Could you show each line of the records that contains the word "Guilhermy"?
————————
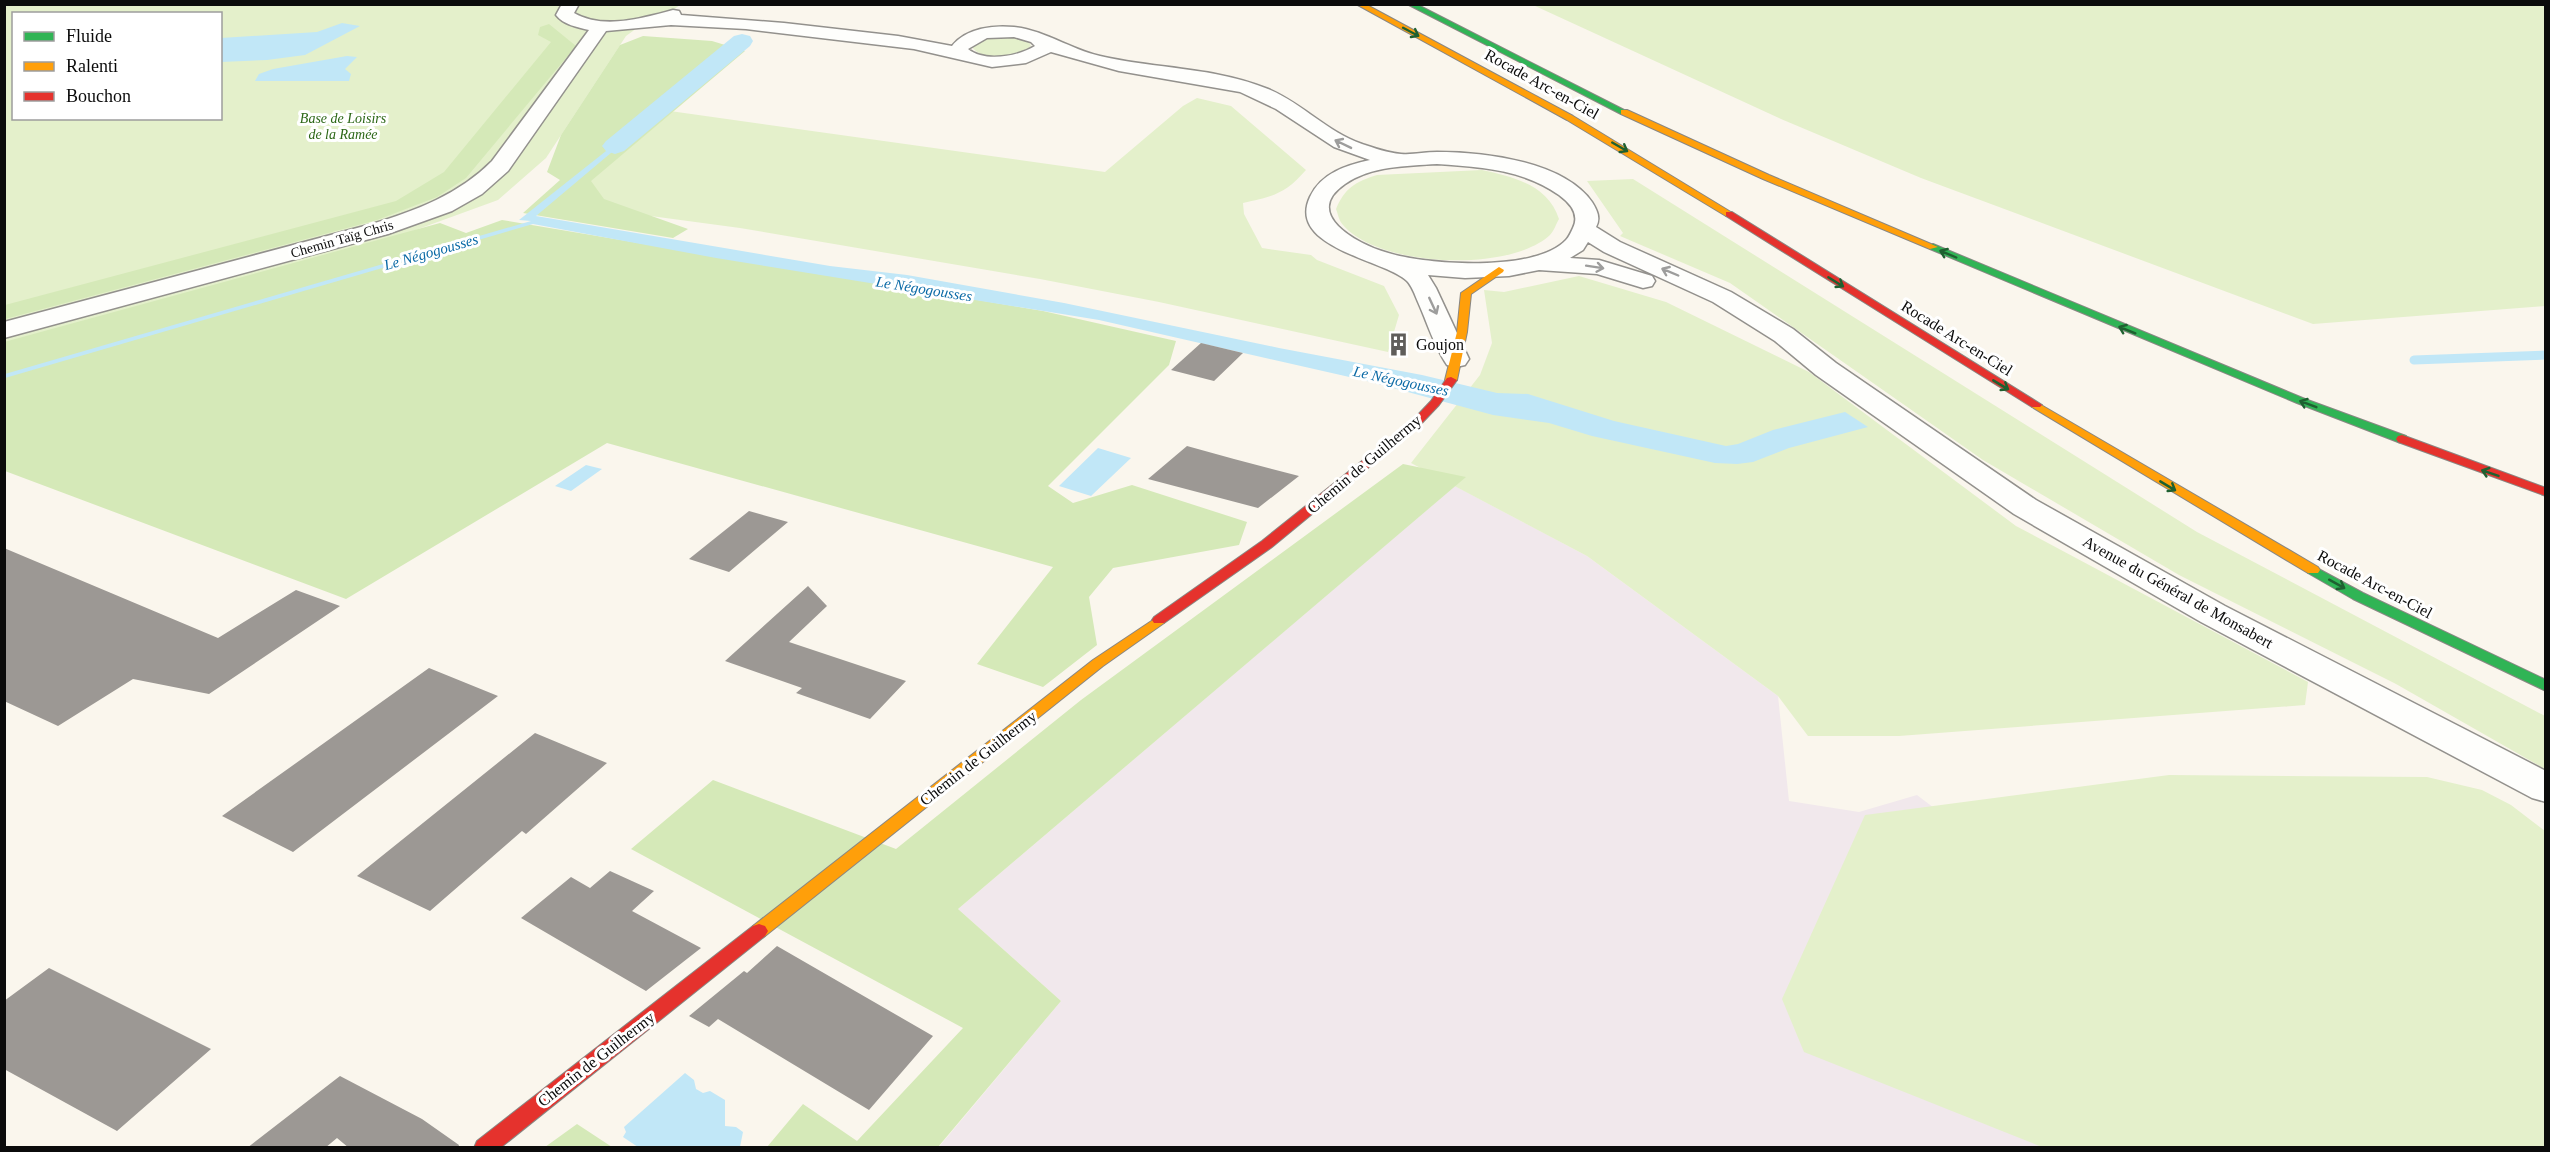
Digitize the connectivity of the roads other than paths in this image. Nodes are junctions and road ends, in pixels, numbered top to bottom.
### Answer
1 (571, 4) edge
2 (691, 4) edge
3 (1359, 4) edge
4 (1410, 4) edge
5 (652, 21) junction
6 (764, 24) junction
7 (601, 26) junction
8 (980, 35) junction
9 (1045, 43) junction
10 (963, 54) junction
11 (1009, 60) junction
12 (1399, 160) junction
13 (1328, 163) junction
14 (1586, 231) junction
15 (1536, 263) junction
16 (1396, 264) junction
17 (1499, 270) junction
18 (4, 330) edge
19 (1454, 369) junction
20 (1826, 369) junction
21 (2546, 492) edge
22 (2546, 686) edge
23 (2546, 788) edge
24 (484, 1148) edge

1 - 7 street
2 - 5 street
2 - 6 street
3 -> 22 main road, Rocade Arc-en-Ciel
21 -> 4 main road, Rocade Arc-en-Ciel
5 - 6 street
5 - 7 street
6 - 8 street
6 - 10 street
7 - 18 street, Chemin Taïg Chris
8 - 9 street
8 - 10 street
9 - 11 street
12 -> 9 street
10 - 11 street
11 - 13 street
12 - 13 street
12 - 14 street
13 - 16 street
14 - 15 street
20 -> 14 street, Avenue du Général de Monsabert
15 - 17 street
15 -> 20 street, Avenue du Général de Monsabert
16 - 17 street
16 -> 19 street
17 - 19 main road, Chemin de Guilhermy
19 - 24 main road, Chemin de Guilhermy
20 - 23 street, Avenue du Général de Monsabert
————————
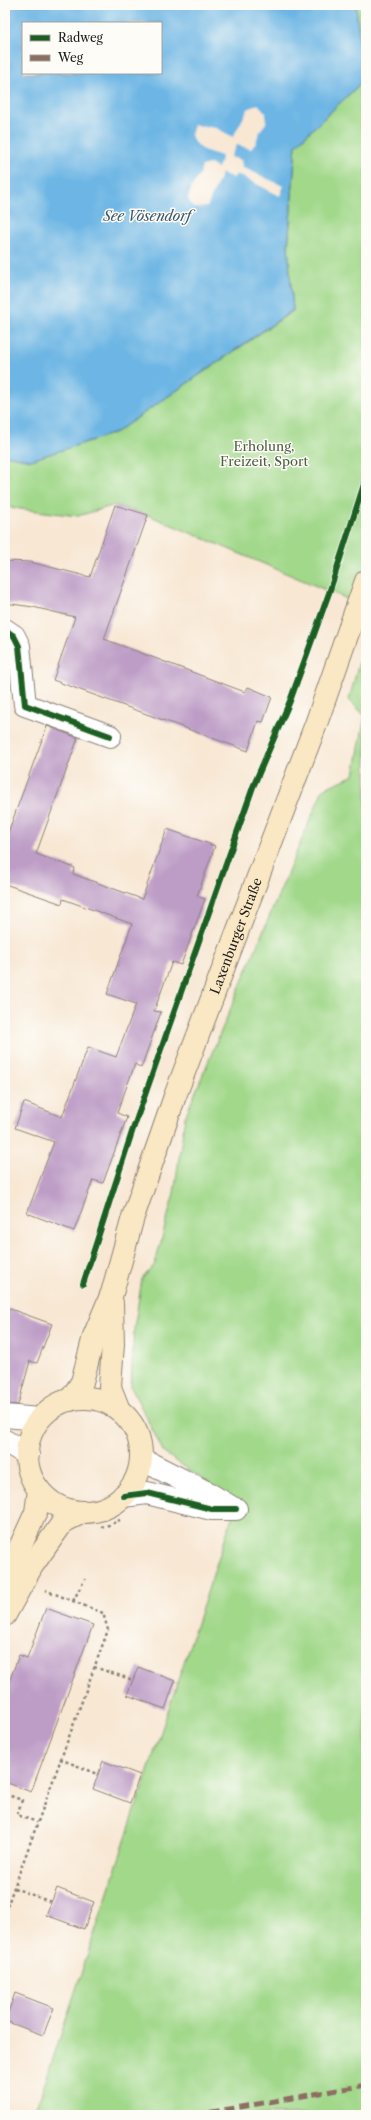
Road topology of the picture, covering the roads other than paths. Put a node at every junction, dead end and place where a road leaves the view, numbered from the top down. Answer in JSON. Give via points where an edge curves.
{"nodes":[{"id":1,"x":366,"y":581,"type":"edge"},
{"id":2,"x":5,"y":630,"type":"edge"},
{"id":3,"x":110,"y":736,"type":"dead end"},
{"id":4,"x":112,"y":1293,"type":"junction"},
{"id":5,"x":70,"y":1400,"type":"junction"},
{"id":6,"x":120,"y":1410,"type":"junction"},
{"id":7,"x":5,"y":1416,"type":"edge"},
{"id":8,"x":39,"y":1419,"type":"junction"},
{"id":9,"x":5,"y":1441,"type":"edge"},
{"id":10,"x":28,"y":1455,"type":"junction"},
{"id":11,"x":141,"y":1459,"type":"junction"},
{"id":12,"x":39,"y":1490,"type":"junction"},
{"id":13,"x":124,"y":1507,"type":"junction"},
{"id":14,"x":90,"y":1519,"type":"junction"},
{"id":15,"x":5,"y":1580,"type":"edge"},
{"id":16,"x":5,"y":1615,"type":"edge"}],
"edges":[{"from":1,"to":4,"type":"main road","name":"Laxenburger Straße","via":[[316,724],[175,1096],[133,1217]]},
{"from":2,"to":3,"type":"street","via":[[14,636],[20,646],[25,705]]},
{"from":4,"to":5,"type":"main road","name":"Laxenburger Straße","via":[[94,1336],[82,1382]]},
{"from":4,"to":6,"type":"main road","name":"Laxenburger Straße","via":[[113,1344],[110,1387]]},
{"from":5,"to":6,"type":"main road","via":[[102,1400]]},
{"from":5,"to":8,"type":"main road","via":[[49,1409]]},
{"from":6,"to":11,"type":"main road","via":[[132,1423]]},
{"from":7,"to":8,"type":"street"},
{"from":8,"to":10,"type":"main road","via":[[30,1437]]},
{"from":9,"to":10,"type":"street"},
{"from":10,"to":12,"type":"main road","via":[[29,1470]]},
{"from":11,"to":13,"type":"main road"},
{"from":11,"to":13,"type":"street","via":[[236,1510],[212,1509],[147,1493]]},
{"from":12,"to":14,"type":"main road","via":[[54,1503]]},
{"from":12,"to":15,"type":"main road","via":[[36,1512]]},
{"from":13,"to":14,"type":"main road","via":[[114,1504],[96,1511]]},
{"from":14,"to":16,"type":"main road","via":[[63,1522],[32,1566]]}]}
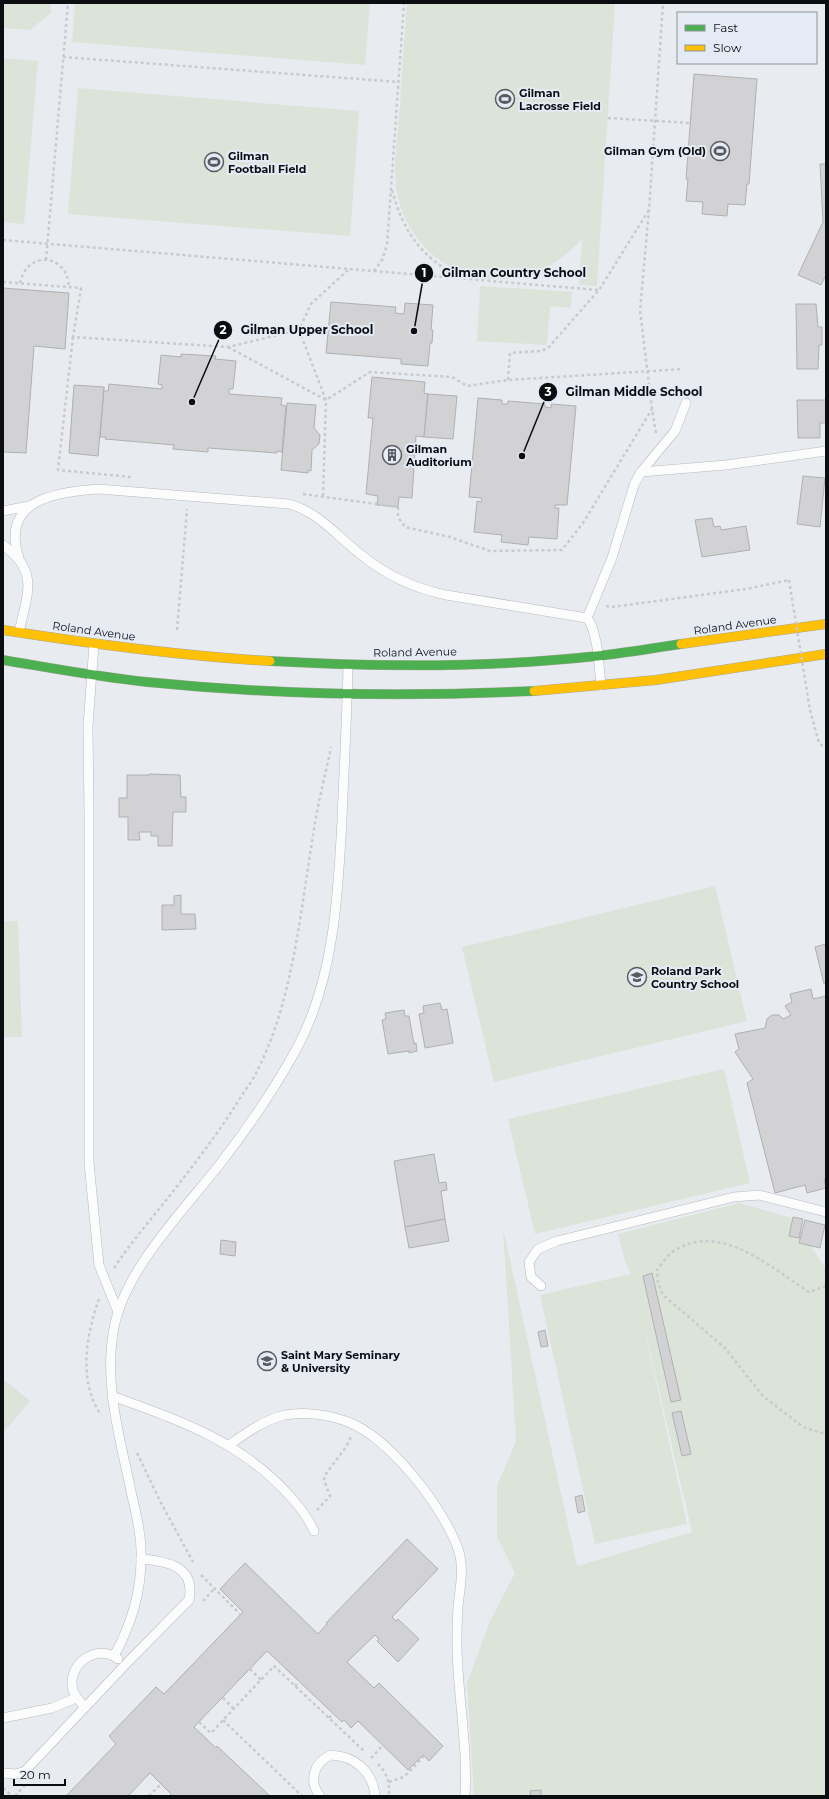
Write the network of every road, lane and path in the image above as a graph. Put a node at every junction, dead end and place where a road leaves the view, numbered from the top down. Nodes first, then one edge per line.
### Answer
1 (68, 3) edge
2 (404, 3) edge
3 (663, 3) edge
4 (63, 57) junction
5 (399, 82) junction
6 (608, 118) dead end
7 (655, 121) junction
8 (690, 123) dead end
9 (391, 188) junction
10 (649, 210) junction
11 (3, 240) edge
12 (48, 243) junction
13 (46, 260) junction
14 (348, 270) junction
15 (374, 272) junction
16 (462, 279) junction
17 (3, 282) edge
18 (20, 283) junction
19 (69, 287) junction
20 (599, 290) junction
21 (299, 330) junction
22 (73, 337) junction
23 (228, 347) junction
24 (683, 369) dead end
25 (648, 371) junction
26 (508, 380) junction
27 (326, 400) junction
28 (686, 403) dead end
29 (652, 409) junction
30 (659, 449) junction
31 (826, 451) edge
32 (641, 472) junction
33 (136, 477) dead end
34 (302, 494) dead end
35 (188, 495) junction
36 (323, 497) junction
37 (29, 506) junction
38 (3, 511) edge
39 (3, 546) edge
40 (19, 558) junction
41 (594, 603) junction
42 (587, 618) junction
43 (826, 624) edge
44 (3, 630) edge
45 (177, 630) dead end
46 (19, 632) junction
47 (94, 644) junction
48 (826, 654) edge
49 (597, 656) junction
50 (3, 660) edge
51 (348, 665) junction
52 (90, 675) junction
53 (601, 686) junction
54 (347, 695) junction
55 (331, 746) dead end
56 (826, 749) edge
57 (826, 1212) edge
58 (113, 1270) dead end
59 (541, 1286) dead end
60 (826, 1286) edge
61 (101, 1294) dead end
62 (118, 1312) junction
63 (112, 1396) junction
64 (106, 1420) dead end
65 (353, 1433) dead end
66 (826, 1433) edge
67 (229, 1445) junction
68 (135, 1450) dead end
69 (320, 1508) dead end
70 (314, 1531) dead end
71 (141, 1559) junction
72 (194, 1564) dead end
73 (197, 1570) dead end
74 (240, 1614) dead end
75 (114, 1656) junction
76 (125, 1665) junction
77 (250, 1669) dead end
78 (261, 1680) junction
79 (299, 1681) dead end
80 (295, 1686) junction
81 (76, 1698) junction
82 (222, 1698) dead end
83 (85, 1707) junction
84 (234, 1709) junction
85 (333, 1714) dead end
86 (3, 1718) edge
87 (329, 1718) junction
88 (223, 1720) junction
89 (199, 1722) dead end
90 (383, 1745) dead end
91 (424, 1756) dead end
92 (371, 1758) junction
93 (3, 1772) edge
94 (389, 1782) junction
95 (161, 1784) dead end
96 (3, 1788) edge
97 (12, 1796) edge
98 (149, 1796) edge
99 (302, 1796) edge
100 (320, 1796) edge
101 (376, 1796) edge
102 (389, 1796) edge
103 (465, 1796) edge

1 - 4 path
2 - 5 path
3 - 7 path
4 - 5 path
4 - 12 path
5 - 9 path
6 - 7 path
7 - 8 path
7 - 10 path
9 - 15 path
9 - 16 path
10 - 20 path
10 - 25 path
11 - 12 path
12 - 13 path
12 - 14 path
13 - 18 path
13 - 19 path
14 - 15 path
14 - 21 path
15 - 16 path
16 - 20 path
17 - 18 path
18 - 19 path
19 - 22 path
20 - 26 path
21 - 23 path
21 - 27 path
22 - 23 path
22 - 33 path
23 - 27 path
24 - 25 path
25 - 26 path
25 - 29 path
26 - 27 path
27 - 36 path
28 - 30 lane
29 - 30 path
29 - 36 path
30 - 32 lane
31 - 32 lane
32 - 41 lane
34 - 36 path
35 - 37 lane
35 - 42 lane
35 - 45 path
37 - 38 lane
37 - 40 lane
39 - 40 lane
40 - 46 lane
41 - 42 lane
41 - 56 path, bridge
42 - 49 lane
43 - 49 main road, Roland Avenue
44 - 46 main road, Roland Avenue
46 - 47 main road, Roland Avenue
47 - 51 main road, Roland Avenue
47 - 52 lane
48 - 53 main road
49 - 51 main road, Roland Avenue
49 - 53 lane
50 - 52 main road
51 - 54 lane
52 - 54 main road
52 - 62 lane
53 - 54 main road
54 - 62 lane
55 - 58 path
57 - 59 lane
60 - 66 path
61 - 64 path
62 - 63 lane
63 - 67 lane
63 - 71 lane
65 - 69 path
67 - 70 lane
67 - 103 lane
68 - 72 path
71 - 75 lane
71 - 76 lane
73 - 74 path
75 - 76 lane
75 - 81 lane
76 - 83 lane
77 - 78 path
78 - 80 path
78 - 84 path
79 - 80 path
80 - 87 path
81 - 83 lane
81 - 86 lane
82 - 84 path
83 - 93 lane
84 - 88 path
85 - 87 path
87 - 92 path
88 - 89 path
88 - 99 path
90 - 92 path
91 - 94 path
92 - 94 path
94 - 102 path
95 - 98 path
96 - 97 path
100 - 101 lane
————————
_ANSWER BOX:_
17 - 19 main road, Chemin de Guilhermy
19 - 24 main road, Chemin de Guilhermy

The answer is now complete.